Egli dovrebbe tenersi onorato di tali consorti, e coprire invece del massimo disprezzo coloro che gli sussurrano la parola del cortigiano, del vile e dell'adoratore. Uomo è, e superiore a molti per ingegno; ma questa sua dote volga a reale benefizio dei suoi simili, e non si tenga autorizzato a disprezzarli, a considerarli come macchine. Nessuno ha diritto di sprezzare l'umanità.
Io me gli serbo amico, ma quando pronunzio questo sacro nome, non intendo già di estenderlo egualmente a tutti i suoi confratelli; tra' quali, se n'ha degli ottimi, e' n'ha pur de' pessimi, e questi sono i più, degli intriganti, dei malfattori, dei calunniatori.
Ove egli non la intenda così, io non so che mi fare della sua amicizia, e la ricuso, come cosa che altamente mi nuoce e mi pesa.
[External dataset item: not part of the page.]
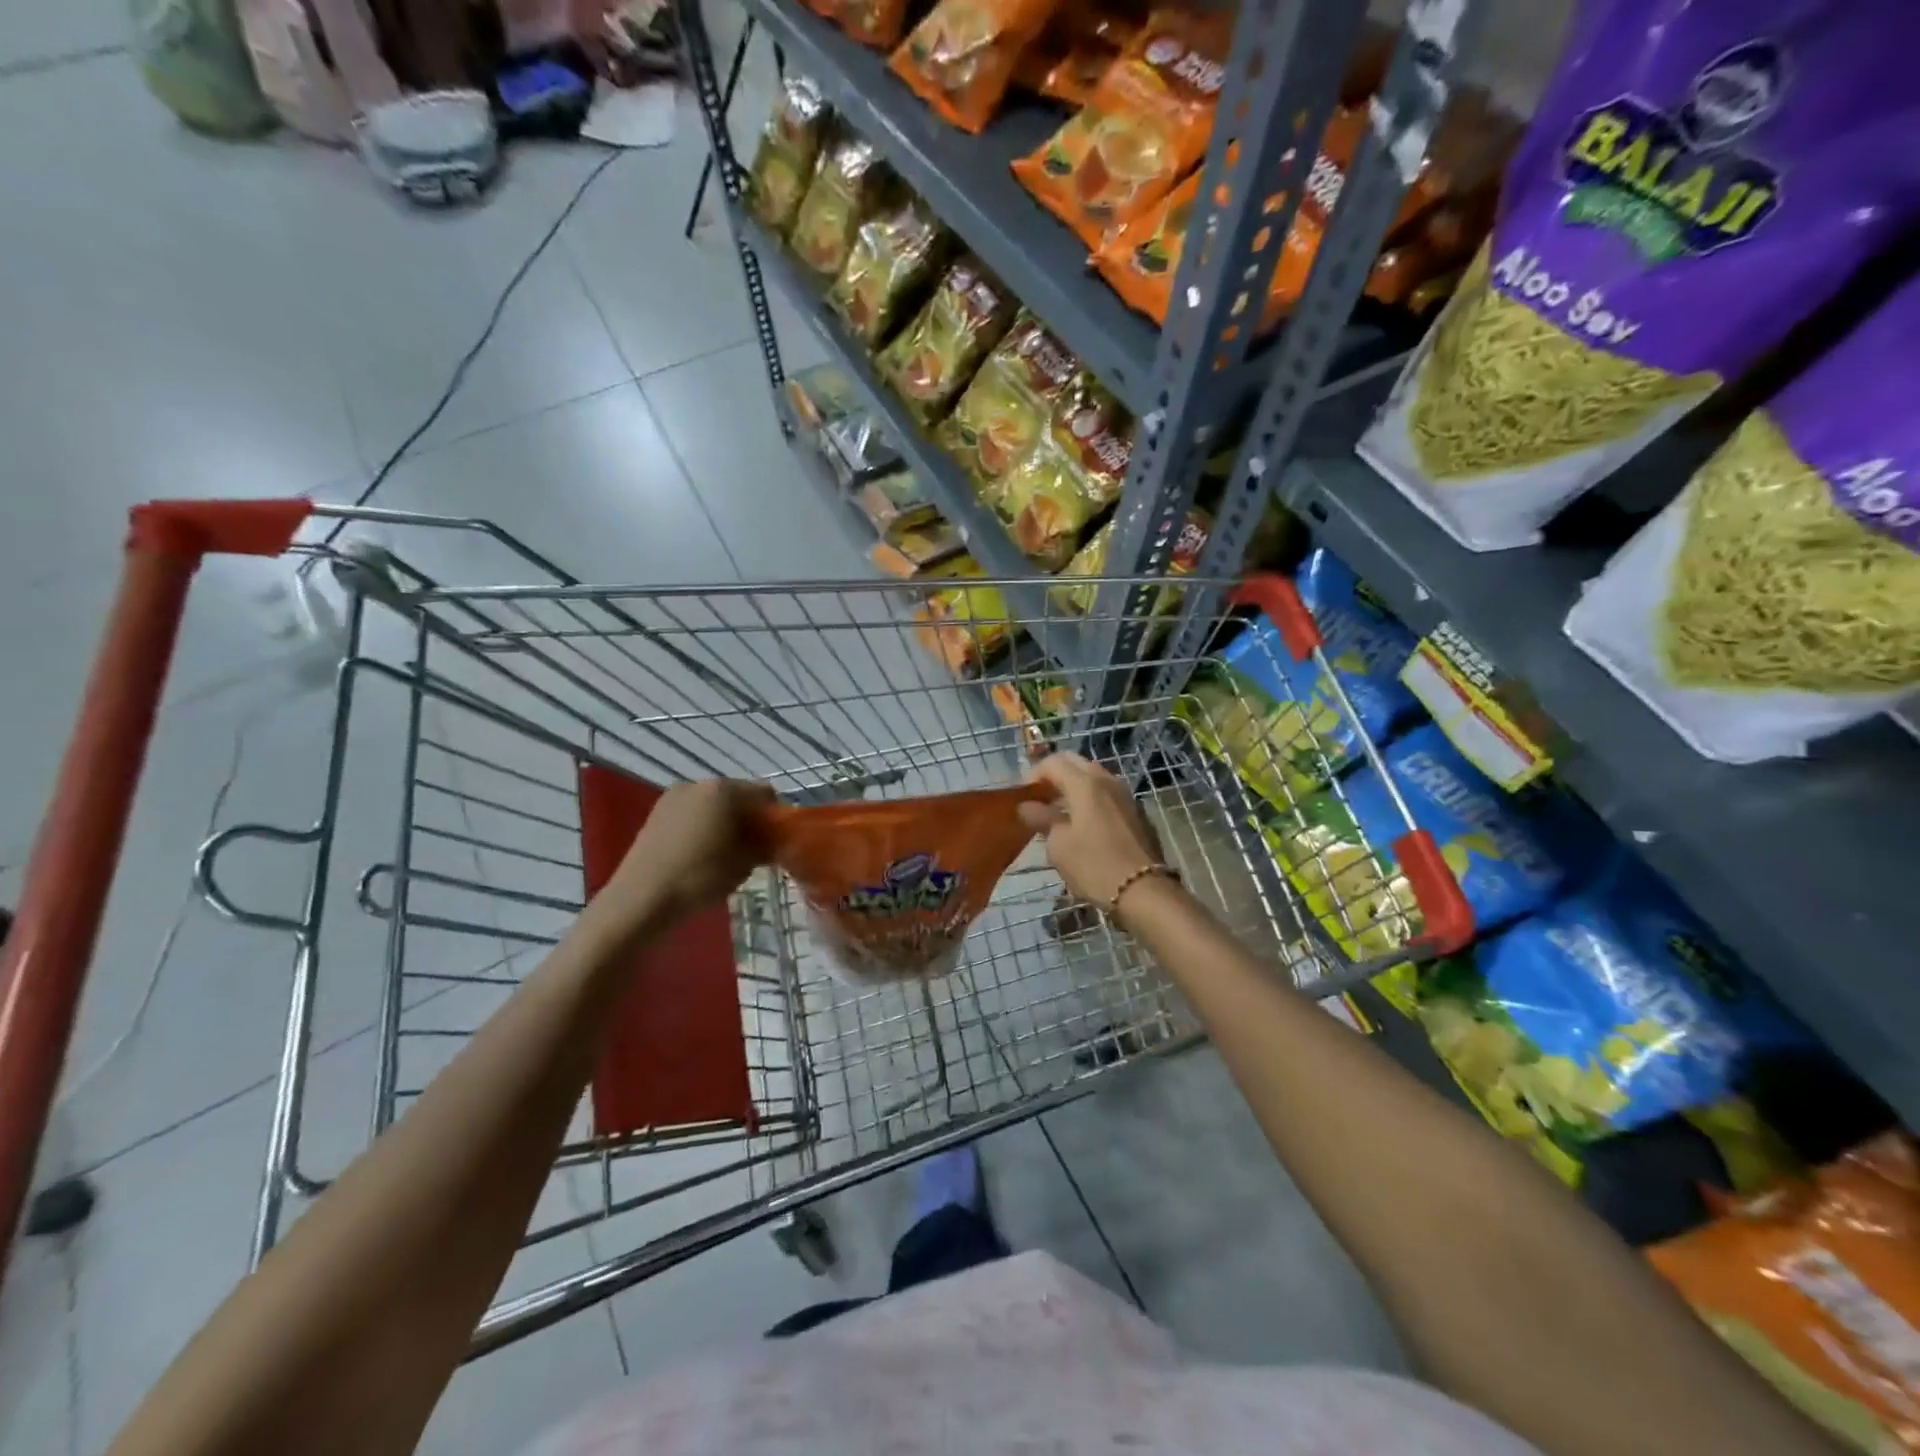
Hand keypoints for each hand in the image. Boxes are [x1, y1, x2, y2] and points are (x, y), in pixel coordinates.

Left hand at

Quantunque non abbia preso parte agli ultimi eventi di Genova, di Livorno, di Napoli; quantunque siano stati lì lì per inaugurare una guerra fraterna; quantunque miserabilmente incominciati e finiti; quantunque, nonostante ventisei anni di esperienza, abbia mancato a quella legge, che dice: "Doversi concentrare i maggiori sforzi contro il solo punto importante"; io taccio, e non mi lascio sfuggire una parola di biasimo intorno all'uomo travolto al basso, e giacente sotto il peso di una cieca reazione. Io mi so bene per fatto proprio, quanti e quali accidenti facciano dare il rovescio ai meglio concepiti disegni e progetti, per non lasciarmi ire alla impazzata nei giudizî.
Se mi sono permesso delle osservazioni intorno a' fatti passati, e alle sue idee, al suo senso pratico, e alla sua disposizione all'assolutismo, il feci, perché l'amicizia deve cedere al cospetto della salute della patria, e della causa repubblicana; perché la verità sola può salvarci; perché è un delitto trarre in inganno le menti giovanili dei nostri connazionali, in cui sono riposte le speranze dell'Italia; perché le adulazioni sono indegne degli uomini liberi.